Expert Perspectives on the Optimal Management of Sickle Cell Disease - Episode 14
Experts discuss patient factors and decision-making in choosing therapies for sickle cell disease.
Abdullah Kutlar, MD: I am guilty of casting a wide net. What does that do? We have a patient who has been admitted 26 times to the hospital. That patient probably has chronic pain. I’m not sure we are doing the patient or the drug a favor by enrolling these types of patients in voxelotor. We need to exercise some more caution. When he did the study, it clearly showed that this was an issue.
Wally Smith, MD: Pain is still the unspoken, untreated syndrome in sickle cell disease. It’s a disease all its own, Ify. You could take sickle cell out of it. At some point, the whole nervous system goes haywire. There’s automaticity involved, and plasticity involved, and your brain doesn’t look the same on imaging.
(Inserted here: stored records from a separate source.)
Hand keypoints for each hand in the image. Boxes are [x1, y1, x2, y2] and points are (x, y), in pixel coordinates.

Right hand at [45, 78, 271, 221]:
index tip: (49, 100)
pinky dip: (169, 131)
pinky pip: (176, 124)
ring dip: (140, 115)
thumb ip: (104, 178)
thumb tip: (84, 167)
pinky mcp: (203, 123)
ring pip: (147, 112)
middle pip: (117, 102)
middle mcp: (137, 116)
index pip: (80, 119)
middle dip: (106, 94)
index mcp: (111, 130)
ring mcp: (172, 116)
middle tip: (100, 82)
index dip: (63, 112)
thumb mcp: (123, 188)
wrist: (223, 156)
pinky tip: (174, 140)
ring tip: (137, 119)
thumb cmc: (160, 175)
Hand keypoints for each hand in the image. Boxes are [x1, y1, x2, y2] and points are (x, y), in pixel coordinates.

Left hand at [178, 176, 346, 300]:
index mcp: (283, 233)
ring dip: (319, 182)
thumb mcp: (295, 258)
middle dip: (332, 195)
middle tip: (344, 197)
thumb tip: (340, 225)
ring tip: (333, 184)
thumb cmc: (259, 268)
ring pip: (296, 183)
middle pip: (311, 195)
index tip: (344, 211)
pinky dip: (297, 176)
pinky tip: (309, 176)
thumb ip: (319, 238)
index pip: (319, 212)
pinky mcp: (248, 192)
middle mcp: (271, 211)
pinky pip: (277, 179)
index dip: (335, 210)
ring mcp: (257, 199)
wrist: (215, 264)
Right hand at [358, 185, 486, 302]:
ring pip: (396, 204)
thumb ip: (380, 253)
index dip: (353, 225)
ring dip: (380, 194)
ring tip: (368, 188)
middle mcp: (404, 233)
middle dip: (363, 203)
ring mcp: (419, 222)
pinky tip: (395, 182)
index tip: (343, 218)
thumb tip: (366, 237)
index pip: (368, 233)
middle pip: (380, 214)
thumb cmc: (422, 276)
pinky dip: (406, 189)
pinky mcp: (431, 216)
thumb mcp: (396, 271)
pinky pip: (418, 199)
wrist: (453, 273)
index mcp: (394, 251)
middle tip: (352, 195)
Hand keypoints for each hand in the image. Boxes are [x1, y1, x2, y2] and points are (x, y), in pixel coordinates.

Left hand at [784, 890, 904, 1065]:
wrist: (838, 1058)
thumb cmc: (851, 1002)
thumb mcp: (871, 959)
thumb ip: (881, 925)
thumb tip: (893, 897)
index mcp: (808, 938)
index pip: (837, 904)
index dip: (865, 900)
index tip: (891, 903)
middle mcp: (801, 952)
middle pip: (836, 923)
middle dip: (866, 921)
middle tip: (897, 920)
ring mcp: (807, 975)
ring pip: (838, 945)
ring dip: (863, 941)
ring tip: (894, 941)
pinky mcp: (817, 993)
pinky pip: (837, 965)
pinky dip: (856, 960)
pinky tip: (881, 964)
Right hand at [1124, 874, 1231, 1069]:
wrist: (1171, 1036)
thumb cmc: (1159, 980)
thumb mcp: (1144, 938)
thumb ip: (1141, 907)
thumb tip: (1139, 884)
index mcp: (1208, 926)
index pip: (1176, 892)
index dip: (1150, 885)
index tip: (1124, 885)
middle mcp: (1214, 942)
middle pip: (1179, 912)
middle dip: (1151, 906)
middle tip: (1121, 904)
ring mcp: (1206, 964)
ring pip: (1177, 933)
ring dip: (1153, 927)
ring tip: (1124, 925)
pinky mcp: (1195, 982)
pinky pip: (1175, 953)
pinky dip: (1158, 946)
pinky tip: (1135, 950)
When you touch people, they go ouch; they shouldn’t. When they hurt, they hurt bilaterally. There’s something going on at some point that sickle cell began, but it didn’t end. We don’t quite understand it. What we do know is that once it gets going, it’s a devil to start. You can transplant a patient and they will still have chronic pain.
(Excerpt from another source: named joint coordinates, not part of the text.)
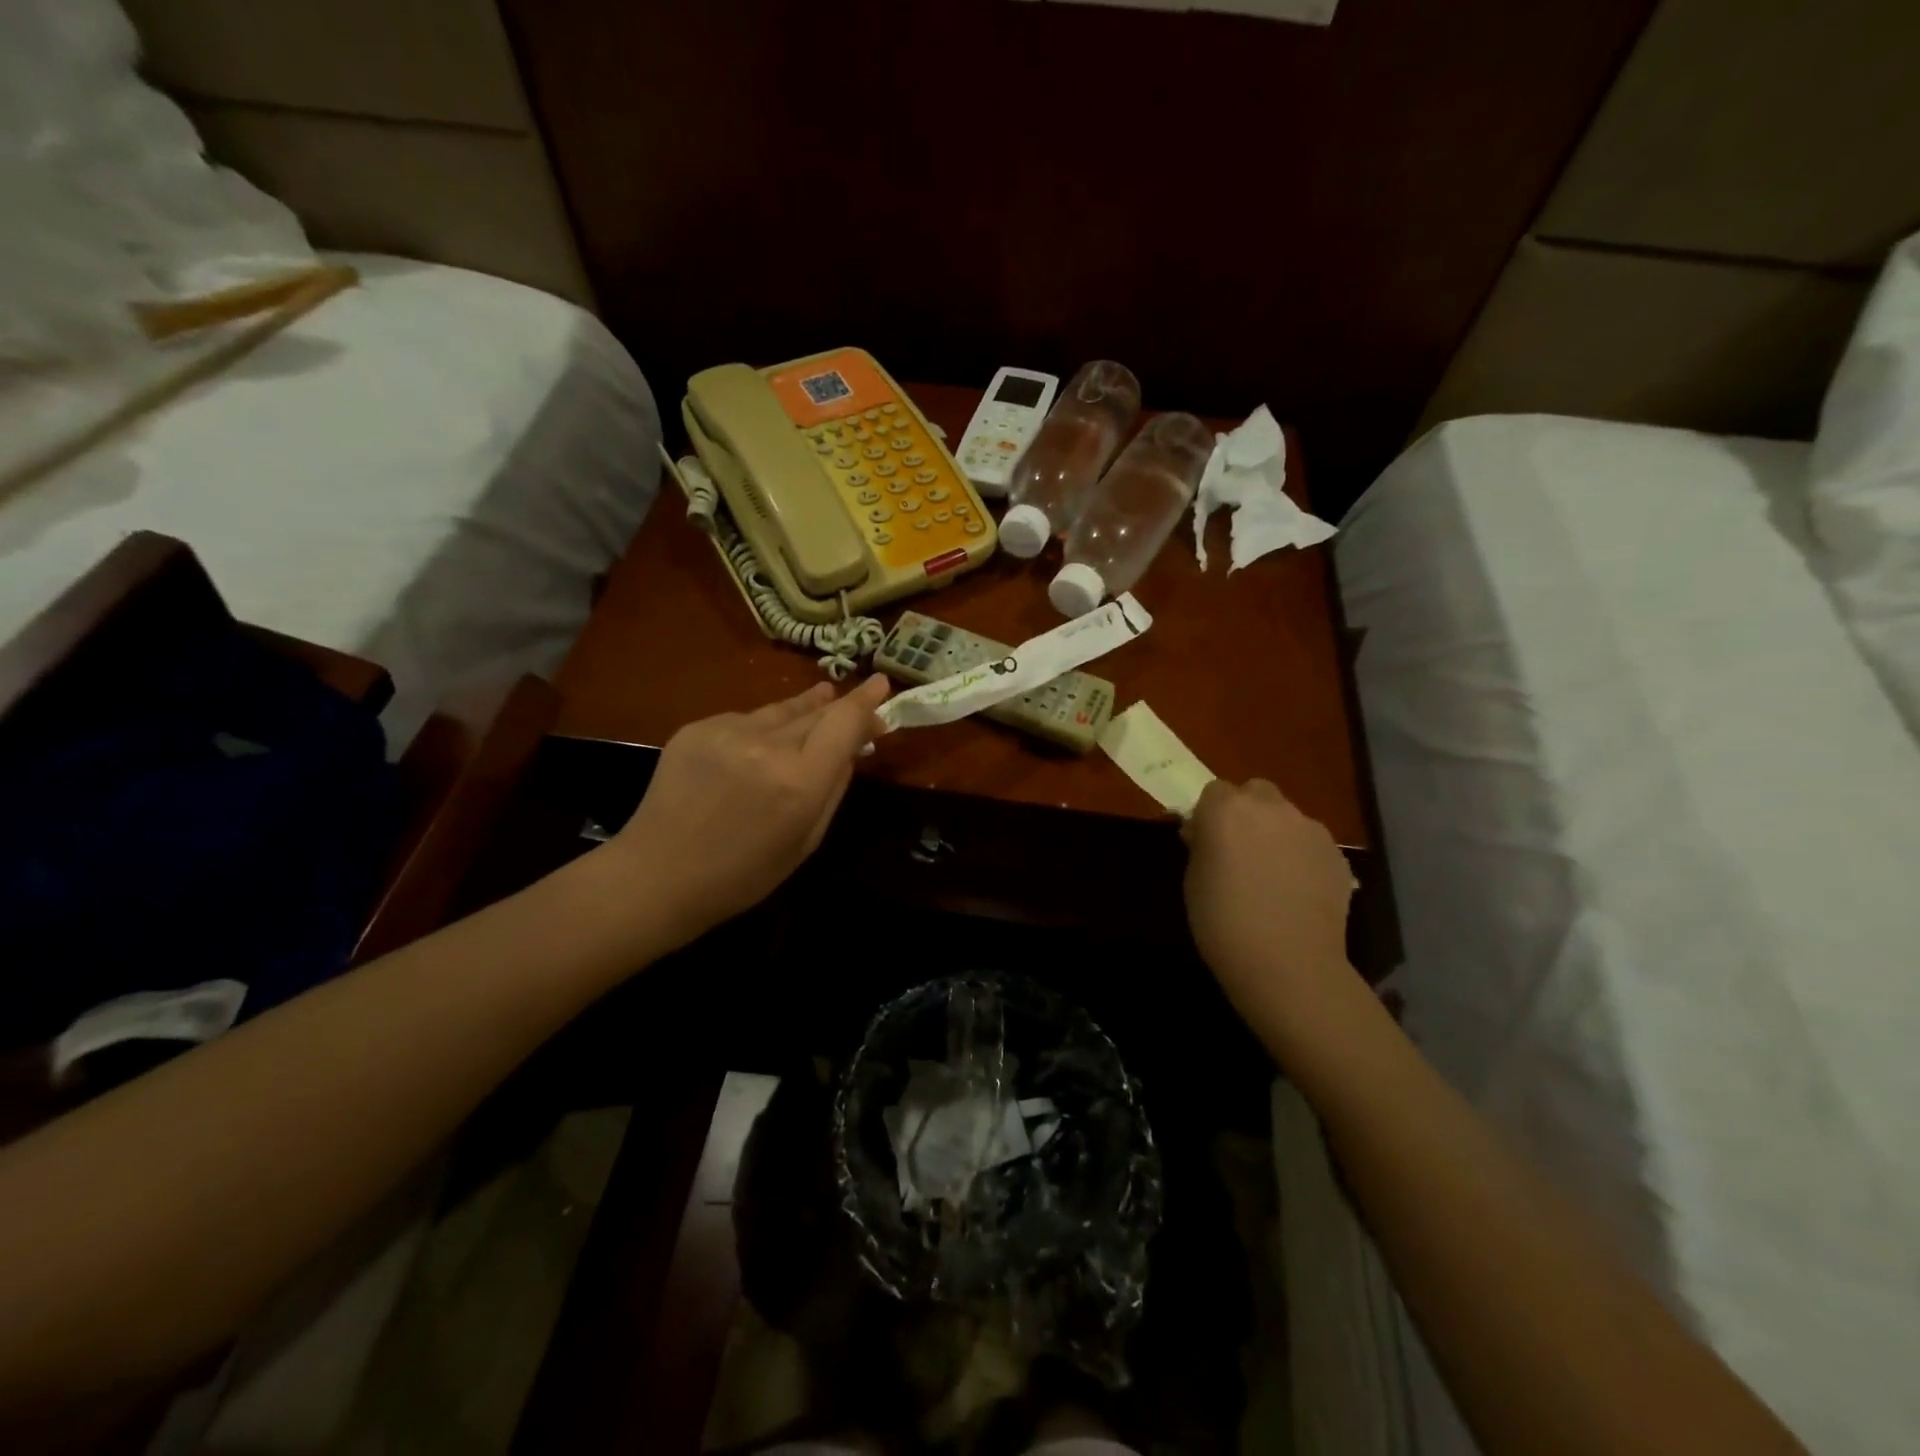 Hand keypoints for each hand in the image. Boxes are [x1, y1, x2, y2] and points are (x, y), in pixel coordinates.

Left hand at [612, 677, 890, 945]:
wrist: (657, 875)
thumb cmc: (742, 874)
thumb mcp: (806, 841)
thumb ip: (834, 788)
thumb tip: (852, 748)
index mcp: (799, 781)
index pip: (843, 722)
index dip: (866, 702)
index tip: (881, 684)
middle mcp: (767, 745)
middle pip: (816, 711)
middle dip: (840, 709)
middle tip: (856, 710)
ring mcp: (727, 731)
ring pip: (780, 711)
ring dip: (804, 710)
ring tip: (820, 699)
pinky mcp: (697, 727)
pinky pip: (746, 720)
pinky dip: (762, 728)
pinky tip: (759, 745)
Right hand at [1181, 778, 1356, 1029]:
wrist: (1288, 964)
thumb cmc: (1223, 922)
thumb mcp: (1193, 879)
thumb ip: (1203, 845)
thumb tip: (1207, 834)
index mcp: (1226, 809)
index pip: (1214, 791)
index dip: (1209, 814)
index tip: (1206, 841)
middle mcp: (1271, 808)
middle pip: (1256, 792)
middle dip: (1247, 812)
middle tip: (1239, 850)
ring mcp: (1310, 829)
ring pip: (1287, 817)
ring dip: (1276, 833)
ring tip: (1272, 875)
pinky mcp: (1337, 854)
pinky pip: (1311, 844)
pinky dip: (1302, 857)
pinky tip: (1296, 892) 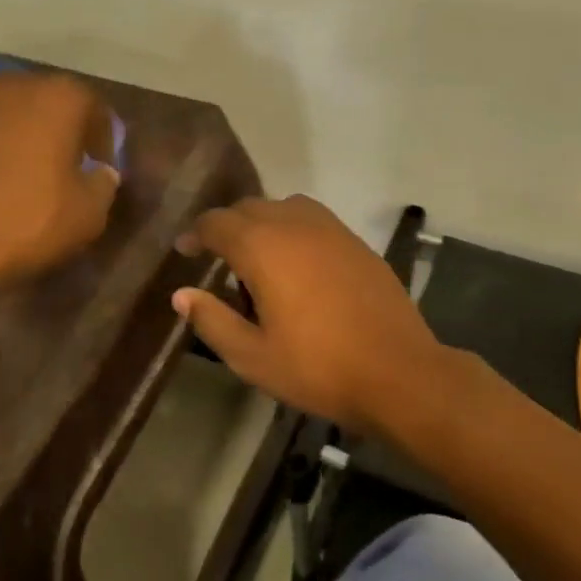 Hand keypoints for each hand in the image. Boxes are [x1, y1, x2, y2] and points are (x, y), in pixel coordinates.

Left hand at [0, 71, 119, 311]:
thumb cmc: (27, 223)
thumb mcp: (89, 213)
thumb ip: (103, 183)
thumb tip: (100, 172)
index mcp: (57, 99)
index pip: (91, 105)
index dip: (101, 136)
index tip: (99, 165)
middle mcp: (9, 85)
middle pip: (42, 100)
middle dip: (54, 128)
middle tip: (59, 165)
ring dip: (12, 134)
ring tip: (13, 173)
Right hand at [172, 195, 444, 435]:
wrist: (398, 372)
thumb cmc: (317, 367)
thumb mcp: (251, 356)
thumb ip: (212, 320)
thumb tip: (182, 295)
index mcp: (263, 247)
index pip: (216, 223)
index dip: (195, 235)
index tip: (185, 252)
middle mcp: (295, 224)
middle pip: (249, 208)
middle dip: (227, 227)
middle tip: (218, 261)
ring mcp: (332, 230)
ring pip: (284, 208)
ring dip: (263, 224)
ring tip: (259, 262)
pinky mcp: (357, 243)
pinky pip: (313, 220)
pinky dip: (294, 231)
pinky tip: (298, 268)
Abdullah Kutlar, MD: Another thing, Wally, is when you ask them where they are hurting, the answer for the most part is all over.
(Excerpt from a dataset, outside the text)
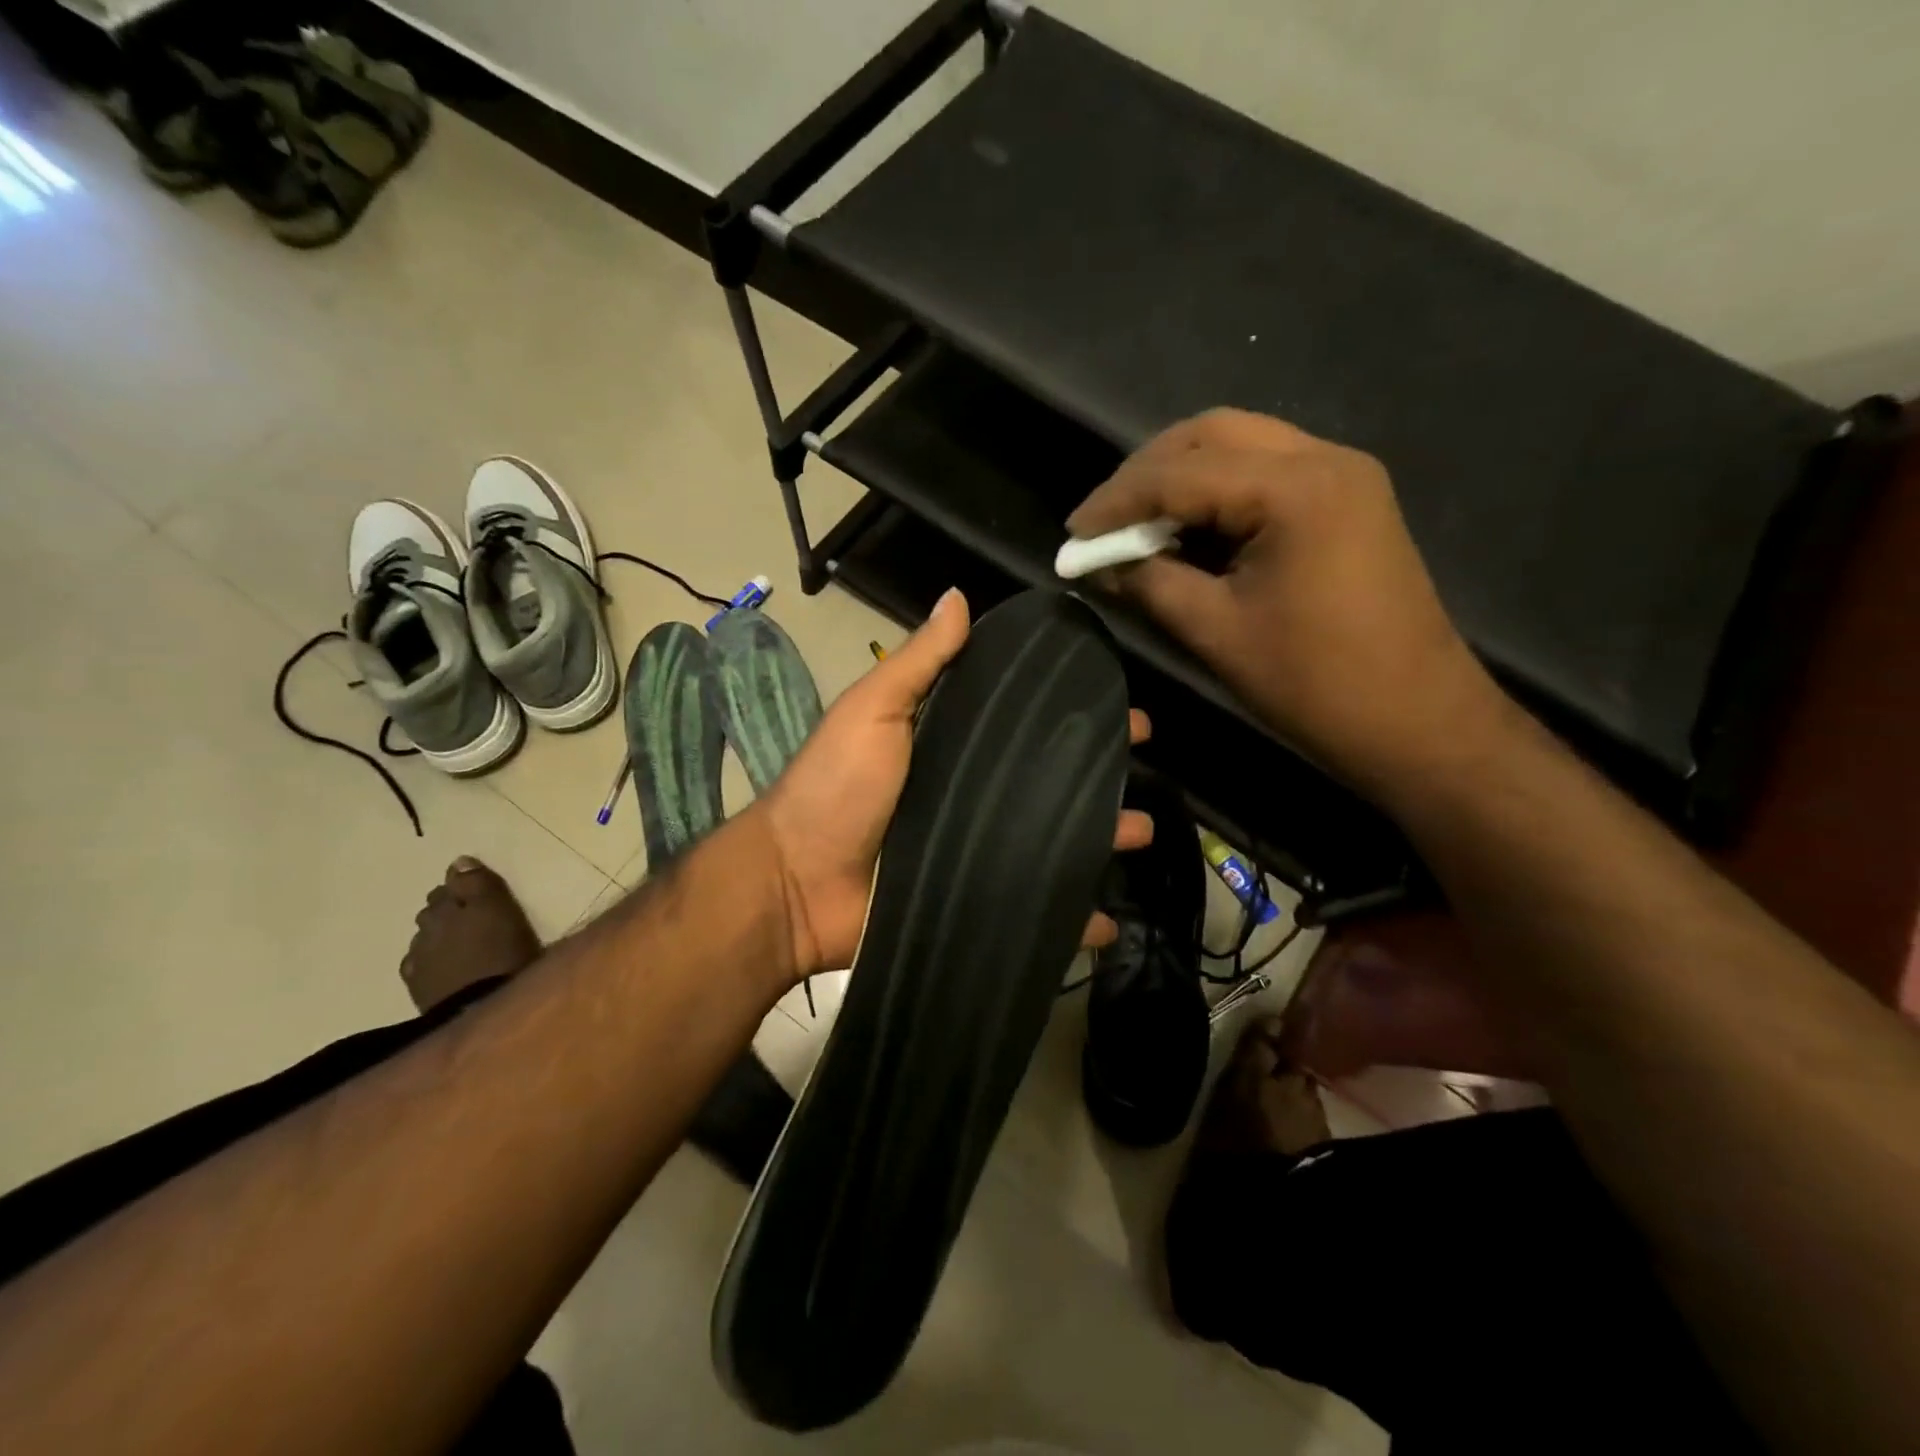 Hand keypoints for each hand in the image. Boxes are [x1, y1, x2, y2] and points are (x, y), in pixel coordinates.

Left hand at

Wally Smith, MD: We need to understand that and not expect that agent like voxelotor, crizanlizumab, L-glutamine, or hydroxyurea.
Ifeyinwa Osunkwo, MD, MPH: Or transfusions.
Wally Smith, MD: Or transfusions are going to get rid of a neurological catastrophe that has been created by sickle cell disease but now is a disease on its own.
Abdullah Kutlar, MD: On its own. Very nice way to put it.
Ifeyinwa Osunkwo, MD, MPH: It is important that for every patient that you’re evaluating for any of these disease-modifying agents, you try to break apart. What is sickle cell, related pain, anemia, organ damage, and what part is generalized chronic pain syndrome that will not respond to any of these medications. And you want to set the right expectation for the patient. I believe in optimizing the sickle cell disease treatment to take care of the sickle cell disease part. For whatever is left over, we got to think about other things and begin to collaborate with our pain specialists. Our rheumatologist goes into fibromyalgia, chronic pain syndrome therapy. And the treatment for those types of pains is not opioids. It’s not escalating opioid doses. There was a talk that we gave about the neuronal changes that happen with chronic pain and how all pain and sickle cell is not sickle cell crisis pain when you think about it in a broader sense.